When Donald Trump’s victory on election night became clear, the shares of the largest private prison corporations shot up. If the Senate confirms Sen. Jeff Sessions (R-Ala.) as the next attorney general in the coming weeks, the companies and their shareholders will have even more to celebrate.
Last summer, the Justice Department announced it would stop contracting with the for-profit prison industry, whose facilities are more violent and less humane than government-run prisons. But Trump has spoken favorably of private prisons, and Sessions, who at the helm of the Justice Department would have the power to reverse its decision, has close ties to the industry and a history of supporting private prisons.
The horrors of private prisons are well documented. In August, a report from the Justice Department inspector general found dramatically higher levels of violence between inmates and between inmates and staff at private prisons that contracted with the Bureau of Prisons than at comparable public facilities. The inspector general also found more instances of lockdowns and unjustified use of isolation units and solitary confinement. The report, which corroborated years of evidence of mismanagement at private prisons—including a Mother Jones investigation of a Corrections Corporation of America (CCA) prison in Louisiana—prompted the Obama administration’s decision to phase out its contracts with private prisons.
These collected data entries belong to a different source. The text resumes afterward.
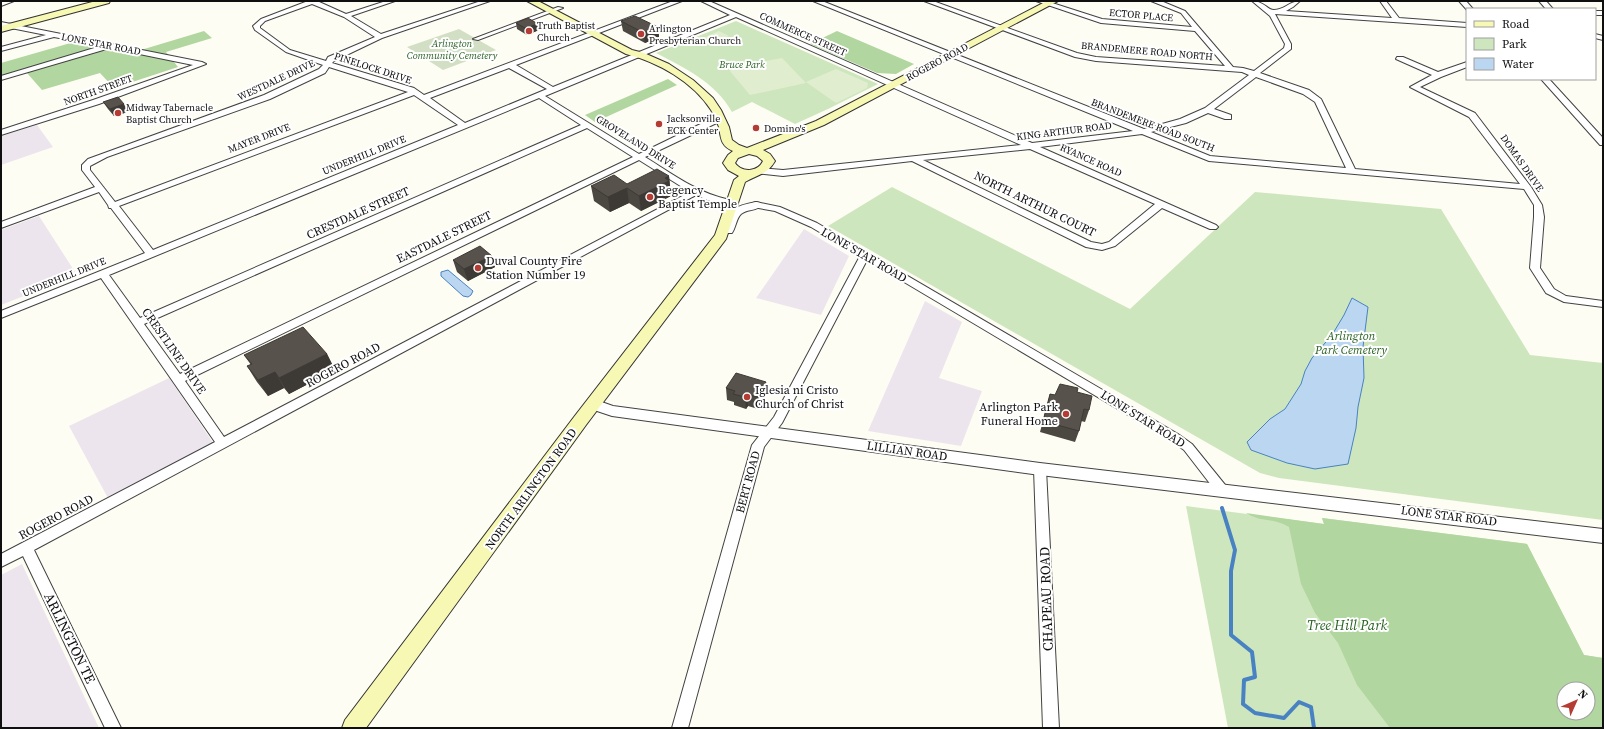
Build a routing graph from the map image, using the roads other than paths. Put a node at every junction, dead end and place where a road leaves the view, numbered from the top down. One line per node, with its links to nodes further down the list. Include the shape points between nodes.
1 (11, 1): 17 (street)
2 (106, 1): 25 (main road)
3 (312, 1): 21 (street); 39 (street, PINELOCK DRIVE, via 263,20 256,26 288,51)
4 (392, 1): 21 (street)
5 (487, 1): 31 (street, WESTDALE DRIVE)
6 (531, 1): 18 (main road)
7 (545, 1): 18 (main road)
8 (679, 1): 29 (street)
9 (704, 1): 20 (street, COMMERCE STREET)
10 (816, 1): 36 (street, BRANDEMERE ROAD SOUTH)
11 (927, 1): 27 (street, BRANDEMERE ROAD NORTH)
12 (1154, 1): 28 (street, via 1179,9)
13 (1255, 1): 19 (street)
14 (1297, 1): 19 (street, via 1284,10)
15 (1383, 1): 22 (street)
16 (1047, 2): 27 (main road, ROGERO ROAD); 28 (street, ECTOR PLACE, via 1091,19 1111,23)
17 (1, 4)
18 (556, 10): 29 (main road); 32 (street)
19 (1272, 12): 22 (street); 43 (street, KING ARTHUR ROAD, via 1288,44 1287,49)
20 (736, 15): 35 (street, UNDERHILL DRIVE); 47 (street, COMMERCE STREET)
21 (346, 16): 31 (street)
22 (1397, 20): 24 (street)
23 (1, 24): 25 (street, LONE STAR ROAD)
24 (1466, 25)
25 (12, 26): 26 (main road); 30 (street, LONE STAR ROAD)
26 (1, 29)
27 (1002, 29): 36 (main road, ROGERO ROAD); 42 (street, BRANDEMERE ROAD NORTH, via 1081,56)
28 (1197, 29): 42 (street)
29 (598, 32): 35 (main road, via 629,52); 41 (street)
30 (54, 35): 33 (street, LONE STAR ROAD); 34 (street)
31 (380, 37): 39 (street, WESTDALE DRIVE, via 331,59)
32 (476, 39)
33 (112, 46): 38 (street, LONE STAR ROAD); 45 (street)
34 (1, 49)
35 (641, 54): 48 (street, UNDERHILL DRIVE); 54 (main road, via 693,85 709,100)
36 (950, 56): 47 (main road, ROGERO ROAD); 58 (street, BRANDEMERE ROAD SOUTH)
37 (1400, 59): 44 (street)
38 (202, 64): 59 (street, NORTH STREET)
39 (327, 64): 49 (street, PINELOCK DRIVE); 72 (street, WESTDALE DRIVE, via 322,70 267,97 104,154 91,161 86,165 86,170)
40 (1466, 64): 44 (street, DOMAS DRIVE)
41 (510, 65): 48 (street); 51 (street)
42 (1230, 68): 43 (street, BRANDEMERE ROAD NORTH)
43 (1255, 74): 52 (street, KING ARTHUR ROAD); 70 (street, BRANDEMERE ROAD NORTH, via 1313,96 1318,101)
44 (1438, 75): 71 (street, DOMAS DRIVE, via 1414,87 1472,115)
45 (1, 78)
46 (1546, 80): 61 (street)
47 (894, 85): 55 (main road, ROGERO ROAD); 62 (street, RYANCE ROAD)
48 (553, 90): 50 (street, UNDERHILL DRIVE)
49 (414, 92): 51 (street, PINELOCK DRIVE); 78 (street, MAYER DRIVE)
50 (540, 96): 56 (street, GROVELAND DRIVE); 57 (street, UNDERHILL DRIVE)
51 (424, 98): 57 (street, PINELOCK DRIVE)
52 (1208, 110): 53 (street); 58 (street, KING ARTHUR ROAD, via 1183,121)
53 (1228, 117)
54 (720, 118): 60 (main road); 64 (street, EASTDALE STREET)
55 (820, 123): 63 (main road, ROGERO ROAD); 66 (main road, ROGERO ROAD, via 809,132 772,150)
56 (588, 125): 64 (street, GROVELAND DRIVE); 87 (street, CRESTDALE STREET)
57 (464, 126): 82 (street, UNDERHILL DRIVE)
58 (1141, 132): 62 (street, KING ARTHUR ROAD); 70 (street, BRANDEMERE ROAD SOUTH, via 1209,158)
59 (1, 133)
60 (725, 133): 63 (main road, via 729,144); 67 (main road, via 720,139 721,144 729,154)
61 (1603, 143)
62 (1031, 146): 65 (street, KING ARTHUR ROAD); 76 (street, RYANCE ROAD)
63 (749, 151): 66 (main road, via 760,153); 67 (main road, ROGERO ROAD, via 735,154)
64 (639, 157): 73 (street, GROVELAND DRIVE); 88 (street, EASTDALE STREET)
65 (914, 159): 69 (street, KING ARTHUR ROAD); 76 (street, NORTH ARTHUR COURT, via 1089,245 1102,247 1112,244)
66 (768, 160): 68 (main road, ROGERO ROAD, via 765,168); 69 (street, KING ARTHUR ROAD, via 777,167)
67 (732, 164): 68 (main road, via 743,173); 75 (main road, NORTH ARLINGTON ROAD, via 733,175)
68 (755, 172): 69 (street, KING ARTHUR ROAD); 74 (main road, NORTH ARLINGTON ROAD, via 740,180)
69 (798, 172)
70 (1352, 172): 71 (street, BRANDEMERE ROAD SOUTH)
71 (1527, 187): 85 (street, DOMAS DRIVE, via 1538,205 1535,268 1550,291 1564,299)
72 (99, 189): 78 (street); 79 (street)
73 (696, 192): 75 (street, GROVELAND DRIVE); 91 (street, ROGERO ROAD)
74 (735, 196): 77 (street, via 741,201); 81 (main road, NORTH ARLINGTON ROAD, via 721,236)
75 (723, 201): 81 (main road, NORTH ARLINGTON ROAD, via 710,237)
76 (1161, 204): 80 (street, RYANCE ROAD)
77 (756, 205): 81 (street, via 737,210 726,237); 83 (street, LONE STAR ROAD, via 795,216)
78 (112, 206): 82 (street)
79 (1, 225)
80 (1213, 227)
81 (713, 247): 89 (main road, NORTH ARLINGTON ROAD)
82 (151, 254): 84 (street, UNDERHILL DRIVE)
83 (865, 256): 90 (street, BERT ROAD, via 778,420); 93 (street, LONE STAR ROAD, via 1174,437 1188,447)
84 (103, 274): 86 (street, UNDERHILL DRIVE); 87 (street, CRESTLINE DRIVE)
85 (1603, 304)
86 (1, 315)
87 (138, 323): 88 (street, CRESTLINE DRIVE)
88 (178, 379): 91 (street, CRESTLINE DRIVE)
89 (593, 404): 90 (street, LILLIAN ROAD, via 612,411); 98 (main road, NORTH ARLINGTON ROAD)
90 (768, 432): 92 (street, LILLIAN ROAD); 99 (street, BERT ROAD, via 758,445)
91 (223, 444): 95 (street, ROGERO ROAD)
92 (1040, 469): 93 (street, LILLIAN ROAD); 100 (street, CHAPEAU ROAD)
93 (1222, 490): 94 (street, LONE STAR ROAD)
94 (1603, 536)
95 (26, 548): 96 (street, ROGERO ROAD); 97 (street, ARLINGTON TE)
96 (1, 561)
97 (113, 728)
98 (353, 728)
99 (680, 728)
100 (1051, 728)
The incoming Trump administration will likely be a boon to the flailing for-profit prison industry. “I do think we can do a lot of privatizations and private prisons,” Trump said last spring. “It seems to work a lot better.” Trump campaigned on a promise to deport undocumented immigrants, a policy also championed by Sessions that will require more detention facilities for people facing deportation proceedings. “I think we’re looking ahead at massive expansion of our detention system,” Mary Small of the Detention Watch Network, which opposes private prisons, told NPR this week. “And what we’ve seen over the last decade is that when the detention system grows, that’s mainly through the use of private prison companies.”
The GEO Group, one of the largest private prison companies, came under fire this fall after one of its subsidiaries donated $125,000 to a pro-Trump super-PAC. A watchdog group argued the donation was illegal because government contractors are barred from making political contributions and the subsidiary is indistinguishable from GEO Group.
Sessions has repeatedly expressed support for private prisons over the past 20 years. As attorney general of Alabama, Sessions greenlighted the use of private prisons in his own state. In early 1996, Sessions wrote an advisory opinion stating that state law allowed Alabama to contract with private companies to manage state prisons, according to the Birmingham News. (The privatization push was led by State Prison Commissioner Ron Jones, who was forced to resign a few months later for trying to turn the female prison population into a shackled chain gang.)
In 2006, Sessions helped a private prison in Perry County, Alabama, secure a lucrative federal contract to house undocumented immigrants awaiting court proceedings or deportation, according to the Birmingham News. The prison had been empty because state lawmakers had balked at the cost of housing inmates at the private facility.
In the US Senate, Sessions has expressed support for private prisons. At a Senate Judiciary Hearing in 2010, Sessions expressed his backing of the for-profit prison industry during a confirmation hearing for a nominee to lead the US Marshals Service. “I did want to say that I do think there is a role for private prisons in the American system,” Sessions told the nominee, Stacia Hylton, whose ties to the private prison industry had received scrutiny from Democrats. “I do not think you would have a blanket refusal to consider that and if anybody is critical of you for that, I do not think that would be justified.”
This fall, in the wake of the Justice Department’s decision to move away from private prison contracting, the GEO Group hired several lobbyists, including two former aides to Sessions. Alabama attorneys David Stewart and Ryan Robichaux were hired to lobby on “federal government use of contract correctional facilities,” according to Politico. They’ll know exactly who to turn to if their former boss becomes attorney general.